● WHAT YOU SHOULD DO
Extract each line from the entries below that has the string "shape" in it.

Collected data:

══════

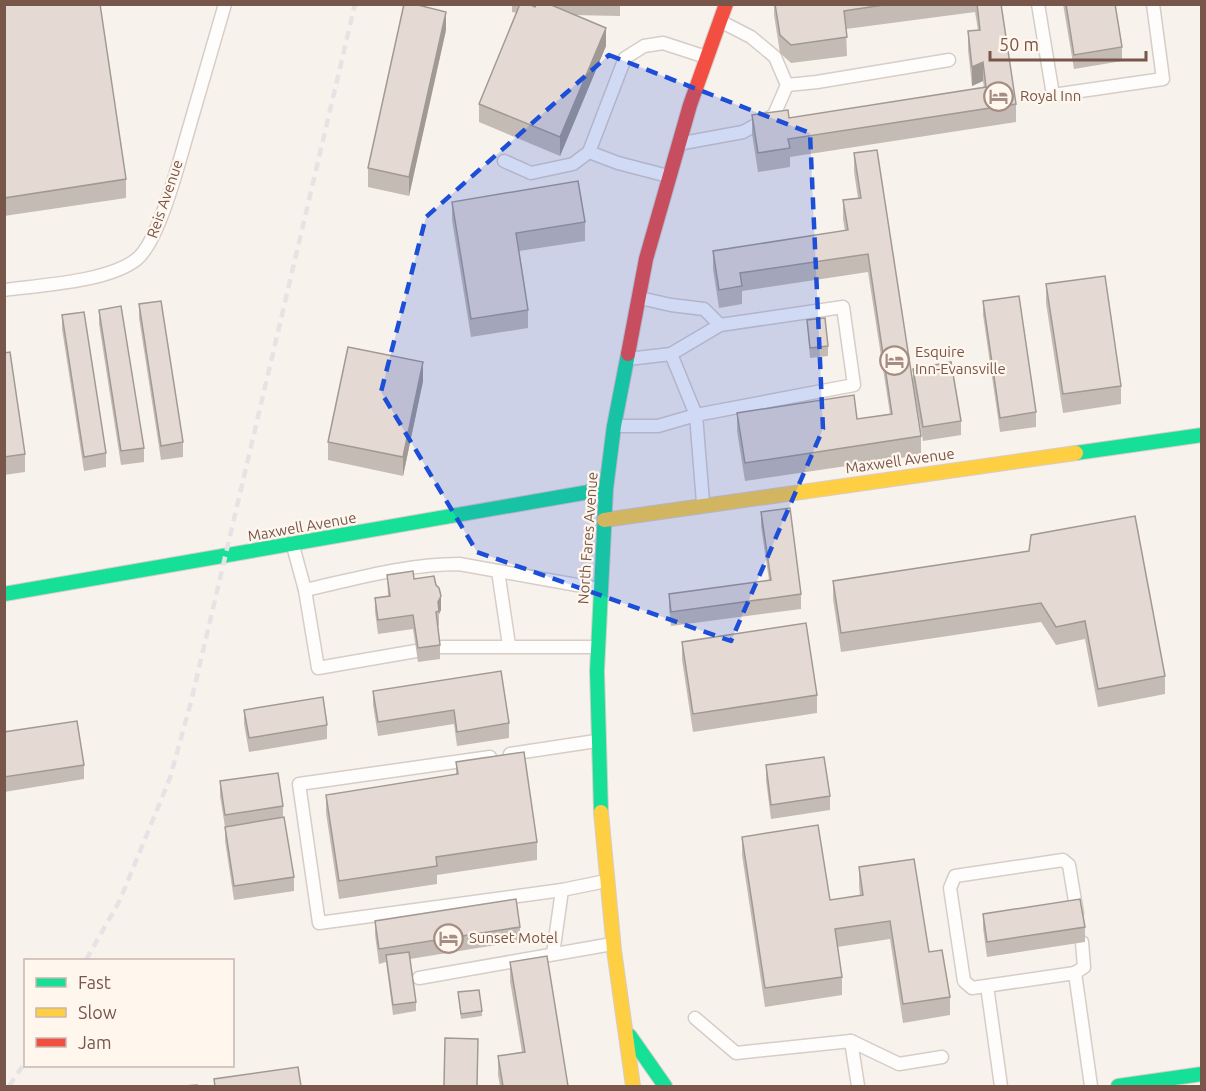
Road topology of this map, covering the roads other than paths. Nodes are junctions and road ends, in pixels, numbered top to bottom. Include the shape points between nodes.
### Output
1 (225, 4) edge
2 (726, 4) edge
3 (1038, 4) edge
4 (1153, 4) edge
5 (720, 21) junction
6 (707, 58) junction
7 (949, 60) dead end
8 (787, 85) junction
9 (679, 143) junction
10 (589, 152) junction
11 (504, 161) dead end
12 (669, 176) junction
13 (4, 290) edge
14 (638, 297) junction
15 (720, 325) junction
16 (671, 354) junction
17 (626, 359) junction
18 (696, 415) junction
19 (614, 426) junction
20 (1202, 435) edge
21 (606, 489) junction
22 (704, 506) junction
23 (604, 520) junction
24 (293, 545) junction
25 (498, 571) junction
26 (600, 589) junction
27 (305, 590) junction
28 (4, 594) edge
29 (509, 645) junction
30 (439, 647) edge
31 (598, 647) junction
32 (416, 651) edge
33 (599, 741) junction
34 (607, 881) junction
35 (562, 890) junction
36 (1077, 914) edge
37 (1082, 942) edge
38 (614, 944) junction
39 (553, 954) junction
40 (1074, 974) junction
41 (419, 978) dead end
42 (987, 987) junction
43 (695, 1018) dead end
44 (625, 1028) junction
45 (851, 1041) junction
46 (942, 1057) dead end
47 (1202, 1074) edge
48 (633, 1086) edge
49 (665, 1086) edge
50 (858, 1086) edge
51 (1001, 1086) edge
52 (1091, 1086) edge
53 (1118, 1086) edge

1 - 13 lane, Reis Avenue via 171,188 147,248 136,259 92,277
2 - 5 street, North Fares Avenue
3 - 4 lane via 1053,95 1163,79
5 - 6 street, North Fares Avenue
5 - 8 lane via 751,37 775,57
6 - 9 street, North Fares Avenue
6 - 10 lane via 663,43 644,46 625,58
7 - 8 lane
8 - 9 lane via 774,115 743,132
9 - 12 street, North Fares Avenue
10 - 11 lane via 573,164 531,173
10 - 12 lane via 618,164
12 - 14 street, North Fares Avenue
14 - 15 lane via 704,309
14 - 17 street, North Fares Avenue
15 - 16 lane
15 - 18 lane via 843,307 854,385
16 - 17 lane
16 - 18 lane
17 - 19 street, North Fares Avenue
18 - 19 lane via 658,426
18 - 22 lane
19 - 21 street, North Fares Avenue
20 - 22 street, Maxwell Avenue
21 - 23 street, North Fares Avenue
21 - 24 street, Maxwell Avenue
22 - 23 street, Maxwell Avenue
23 - 26 street, North Fares Avenue
24 - 27 lane
24 - 28 street, Maxwell Avenue
25 - 26 lane
25 - 27 lane via 436,564
25 - 29 lane
26 - 31 street, North Fares Avenue
27 - 32 lane via 318,668
29 - 30 lane
29 - 31 lane
31 - 33 street, North Fares Avenue
33 - 34 street, North Fares Avenue
33 - 35 lane via 299,784 319,923
34 - 35 lane
34 - 38 street, North Fares Avenue
35 - 39 lane
36 - 42 lane via 1069,865 1063,860 955,876 950,888 964,981 972,988
37 - 40 lane via 1084,967
38 - 39 lane
38 - 44 street, North Fares Avenue
39 - 41 lane
40 - 42 lane
40 - 52 lane
42 - 51 lane
43 - 45 lane via 736,1053
44 - 48 street, North Fares Avenue
44 - 49 street
45 - 46 lane via 899,1064
45 - 50 lane
47 - 53 street

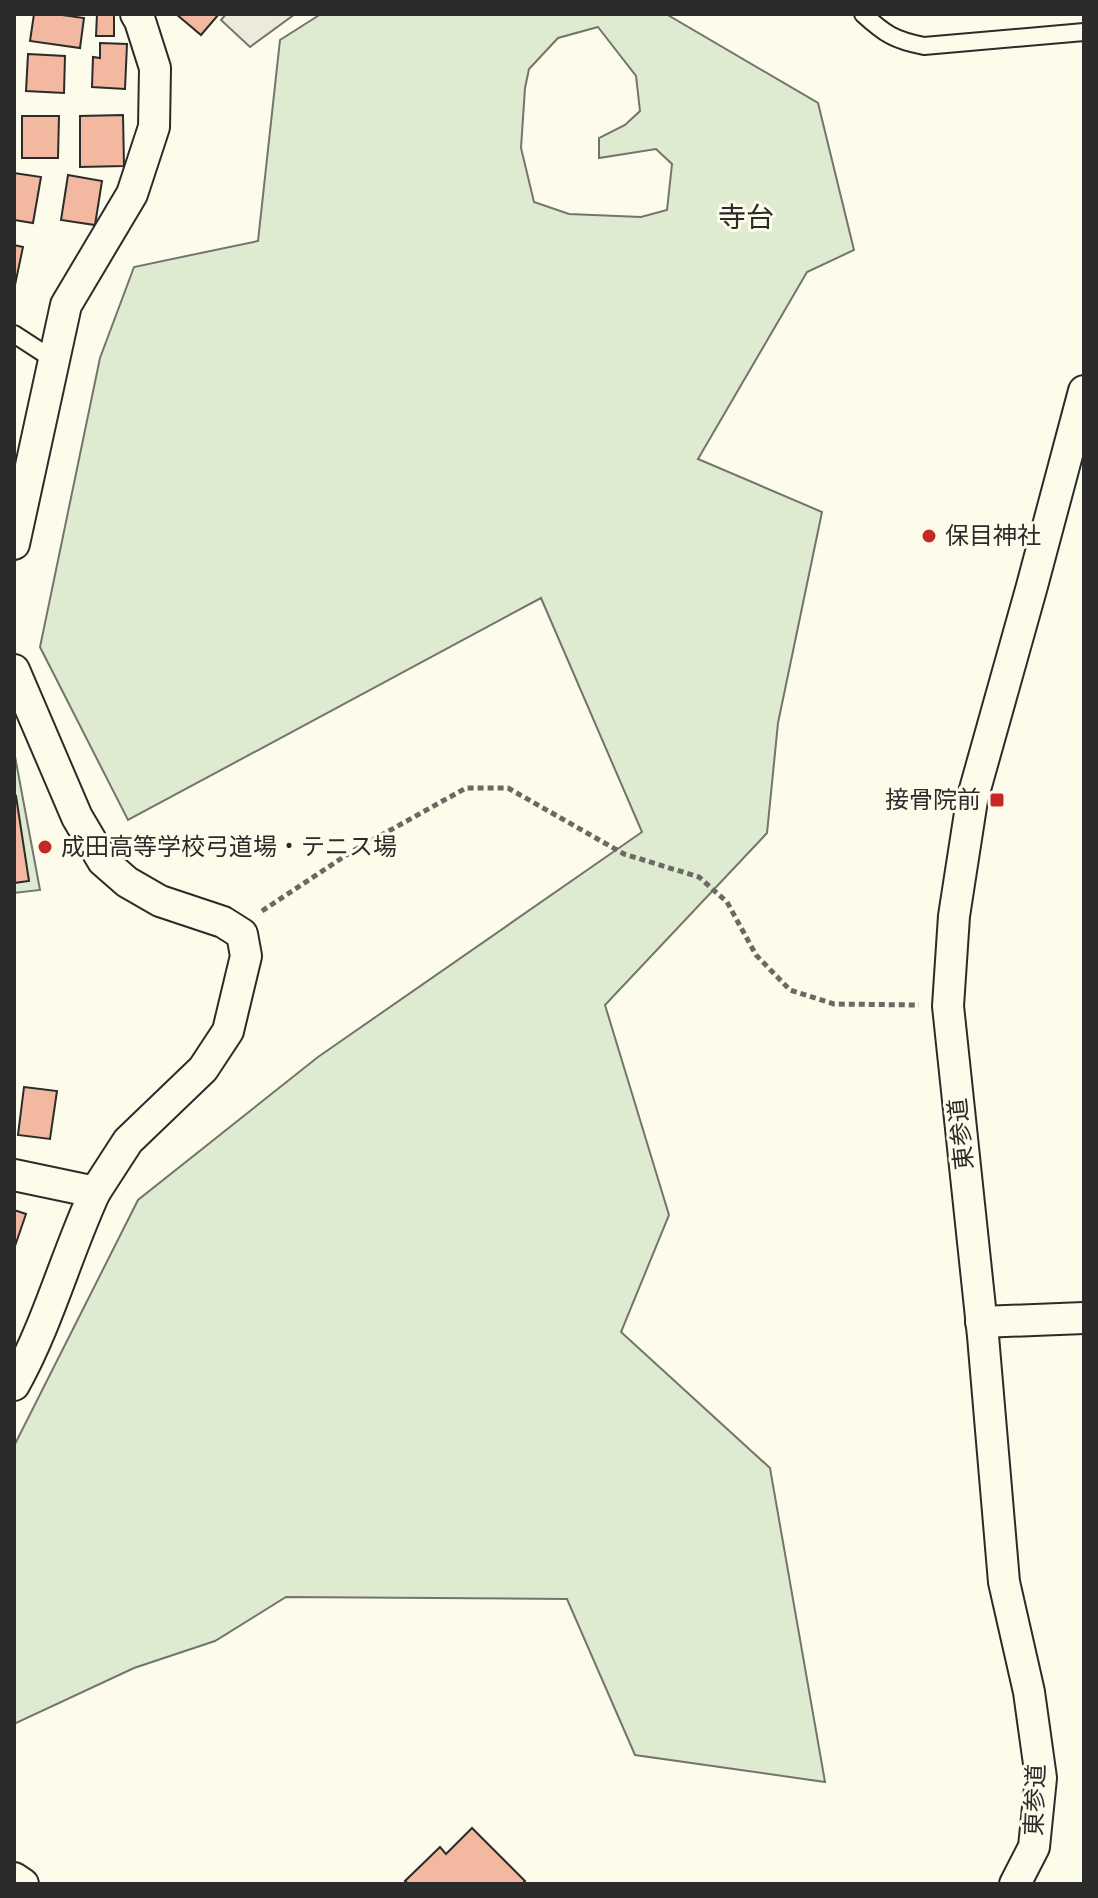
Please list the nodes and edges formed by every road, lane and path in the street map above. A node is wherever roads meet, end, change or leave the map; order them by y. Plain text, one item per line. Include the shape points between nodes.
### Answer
1 (136, 14) edge
2 (863, 14) edge
3 (1084, 32) edge
4 (14, 334) edge
5 (54, 360) junction
6 (1084, 391) edge
7 (14, 544) edge
8 (14, 670) edge
9 (235, 930) junction
10 (948, 1006) junction
11 (14, 1175) edge
12 (95, 1192) junction
13 (1084, 1318) edge
14 (981, 1322) junction
15 (14, 1385) edge
16 (14, 1878) edge
17 (23, 1884) edge
18 (1015, 1884) edge

1 - 5 street via 155,68 154,127 132,194 66,305
2 - 3 lane via 884,33 924,46
4 - 5 lane
5 - 7 street
6 - 10 street, 東参道 via 972,800 954,916
8 - 9 street via 77,817 103,861 160,901
9 - 10 path via 351,852 466,788 508,788 624,854 699,877 727,902 756,955 790,990 834,1004
9 - 12 street via 242,934 246,956 228,1031 203,1069 128,1141
10 - 14 street, 東参道
11 - 12 street
12 - 15 street
13 - 14 street
14 - 18 street, 東参道 via 1004,1582 1029,1692 1041,1778 1034,1847
16 - 17 street

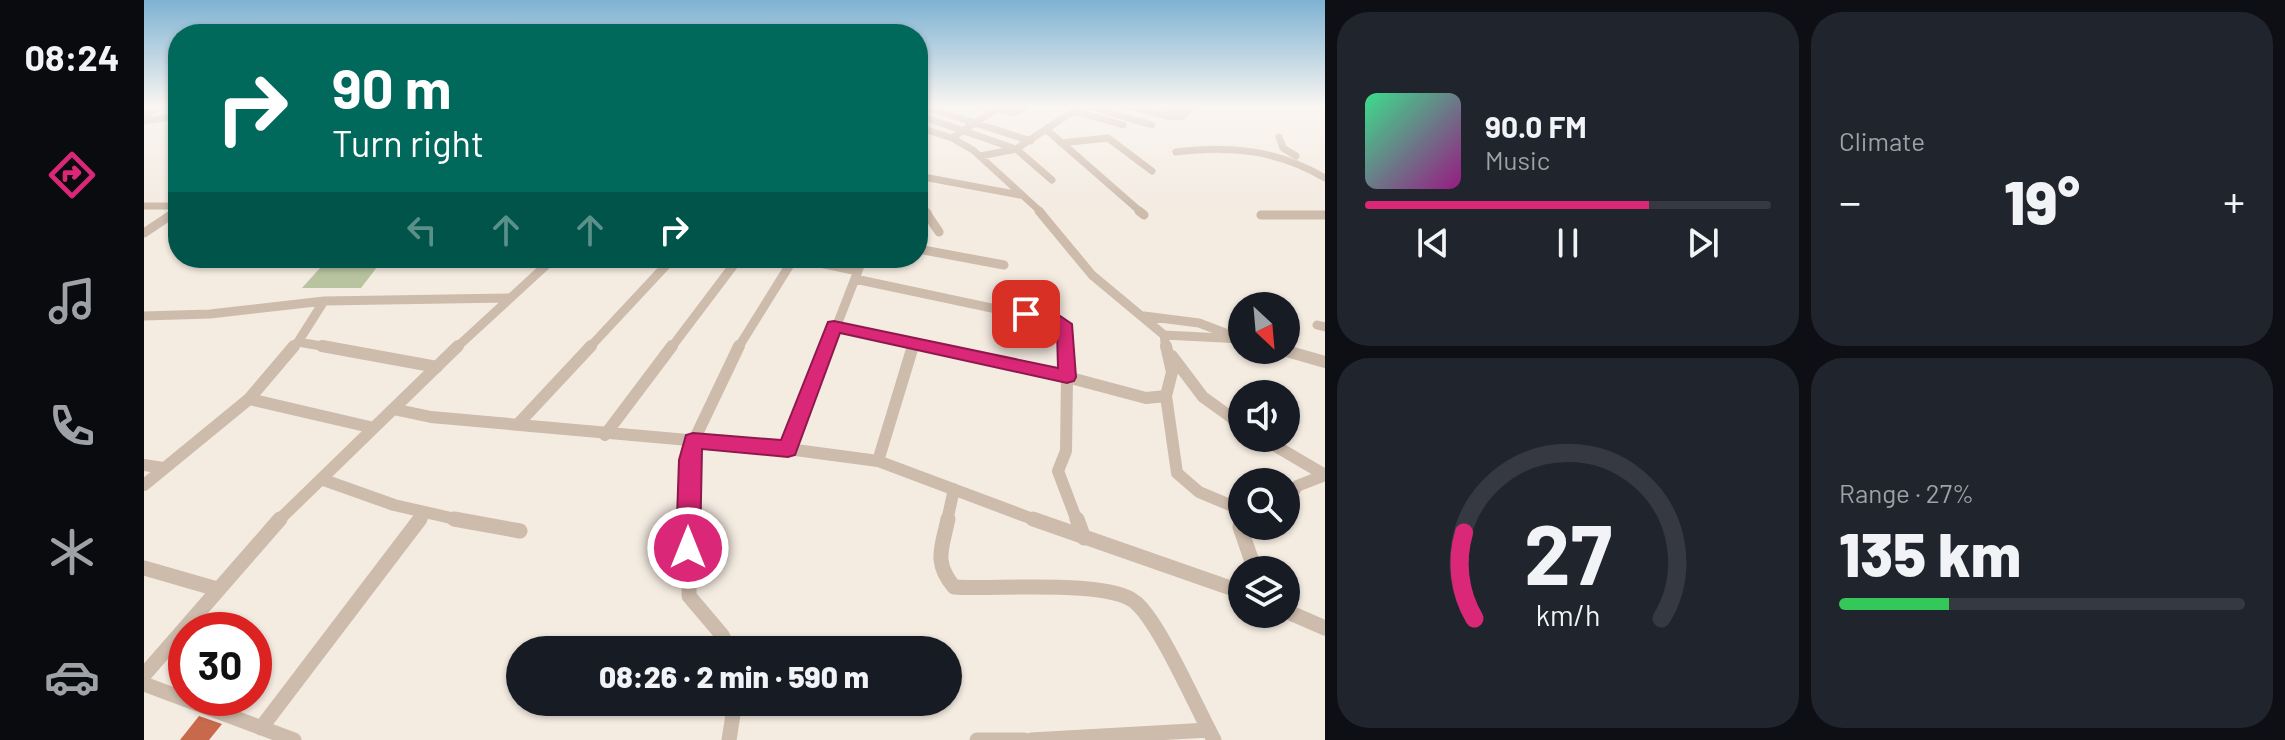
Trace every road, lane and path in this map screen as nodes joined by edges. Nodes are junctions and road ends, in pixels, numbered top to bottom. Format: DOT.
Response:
graph roads {
  1 [pos="956,141"];
  2 [pos="992,141"];
  3 [pos="1031,141"];
  4 [pos="1058,141"];
  5 [pos="1084,141"];
  6 [pos="1111,141"];
  7 [pos="1061,143"];
  8 [pos="1244,148"];
  9 [pos="1016,149"];
  10 [pos="1176,152"];
  11 [pos="980,156"];
  12 [pos="1152,171"];
  13 [pos="1324,176"];
  14 [pos="928,178"];
  15 [pos="1052,180"];
  16 [pos="1021,195"];
  17 [pos="144,206"];
  18 [pos="168,207"];
  19 [pos="928,214"];
  20 [pos="168,215"];
  21 [pos="1144,215"];
  22 [pos="1261,215"];
  23 [pos="1325,215"];
  24 [pos="939,232"];
  25 [pos="144,233"];
  26 [pos="928,251"];
  27 [pos="1004,265"];
  28 [pos="542,268"];
  29 [pos="664,268"];
  30 [pos="731,268"];
  31 [pos="789,268"];
  32 [pos="831,268"];
  33 [pos="859,268"];
  34 [pos="856,275"];
  35 [pos="508,298"];
  36 [pos="324,301"];
  37 [pos="144,316"];
  38 [pos="1144,316"];
  39 [pos="834,326"];
  40 [pos="1228,334"];
  41 [pos="1164,335"];
  42 [pos="1228,338"];
  43 [pos="298,342"];
  44 [pos="913,345"];
  45 [pos="1167,350"];
  46 [pos="1300,355"];
  47 [pos="1325,362"];
  48 [pos="437,367"];
  49 [pos="1067,377"];
  50 [pos="1166,396"];
  51 [pos="249,399"];
  52 [pos="393,409"];
  53 [pos="1228,415"];
  54 [pos="519,423"];
  55 [pos="374,428"];
  56 [pos="605,435"];
  57 [pos="693,441"];
  58 [pos="788,449"];
  59 [pos="1286,452"];
  60 [pos="878,461"];
  61 [pos="144,465"];
  62 [pos="163,468"];
  63 [pos="321,479"];
  64 [pos="144,485"];
  65 [pos="1300,485"];
  66 [pos="954,489"];
  67 [pos="1228,504"];
  68 [pos="424,514"];
  69 [pos="520,531"];
  70 [pos="1084,538"];
  71 [pos="144,568"];
  72 [pos="1228,587"];
  73 [pos="217,589"];
  74 [pos="1300,617"];
  75 [pos="1325,628"];
  76 [pos="722,636"];
  77 [pos="144,675"];
  78 [pos="144,684"];
  79 [pos="733,716"];
  80 [pos="261,728"];
  81 [pos="1212,735"];
  82 [pos="294,740"];
  83 [pos="729,740"];
  84 [pos="977,740"];
  85 [pos="1024,740"];
  86 [pos="1031,740"];
  1 -- 11 [label="street"];
  2 -- 9 [label="street"];
  3 -- 9 [label="street"];
  4 -- 7 [label="street"];
  5 -- 7 [label="street"];
  6 -- 12 [label="street"];
  7 -- 21 [label="street"];
  8 -- 10 [label="street"];
  8 -- 13 [label="street"];
  8 -- 13 [label="street"];
  9 -- 11 [label="street"];
  9 -- 15 [label="street"];
  11 -- 16 [label="street"];
  14 -- 16 [label="street"];
  16 -- 38 [label="street"];
  17 -- 18 [label="street"];
  19 -- 24 [label="street"];
  20 -- 25 [label="street"];
  22 -- 23 [label="street"];
  26 -- 27 [label="street"];
  28 -- 35 [label="street"];
  29 -- 54 [label="street"];
  30 -- 56 [label="street"];
  31 -- 57 [label="street"];
  32 -- 34 [label="street"];
  33 -- 34 [label="street"];
  34 -- 39 [label="street"];
  34 -- 49 [label="street"];
  35 -- 36 [label="street"];
  35 -- 48 [label="street"];
  36 -- 37 [label="street"];
  36 -- 43 [label="street"];
  38 -- 40 [label="street"];
  38 -- 41 [label="street"];
  39 -- 44 [label="street"];
  39 -- 58 [label="street"];
  41 -- 42 [label="street"];
  41 -- 45 [label="street"];
  43 -- 48 [label="street"];
  43 -- 51 [label="street"];
  44 -- 49 [label="street"];
  44 -- 60 [label="street"];
  45 -- 50 [label="street"];
  45 -- 53 [label="street"];
  46 -- 47 [label="street"];
  48 -- 52 [label="street"];
  49 -- 50 [label="street"];
  49 -- 70 [label="street"];
  50 -- 67 [label="street"];
  51 -- 55 [label="street"];
  51 -- 62 [label="street"];
  52 -- 54 [label="street"];
  52 -- 55 [label="street"];
  54 -- 56 [label="street"];
  55 -- 63 [label="street"];
  56 -- 57 [label="street"];
  57 -- 58 [label="street"];
  57 -- 76 [label="street"];
  58 -- 60 [label="street"];
  59 -- 65 [label="street"];
  60 -- 66 [label="street"];
  61 -- 62 [label="street"];
  62 -- 64 [label="street"];
  63 -- 68 [label="street"];
  63 -- 73 [label="street"];
  66 -- 70 [label="street"];
  66 -- 81 [label="street"];
  68 -- 69 [label="street"];
  68 -- 80 [label="street"];
  70 -- 72 [label="street"];
  71 -- 73 [label="street"];
  73 -- 77 [label="street"];
  74 -- 75 [label="street"];
  78 -- 80 [label="street"];
  79 -- 83 [label="street"];
  80 -- 82 [label="street"];
  81 -- 86 [label="street"];
  84 -- 85 [label="street"];
}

══════

● ANSWER SPACE
Road topology of this map, covering the roads other than paths. Nodes are junctions and road ends, in pixels, numbered top to bottom. Include the shape points between nodes.
Please list the nodes and edges formed by every road, lane and path in the street map above. A node is wherever roads meet, end, change or leave the map; order them by y. Plain text, one item per line. Include the shape points between nodes.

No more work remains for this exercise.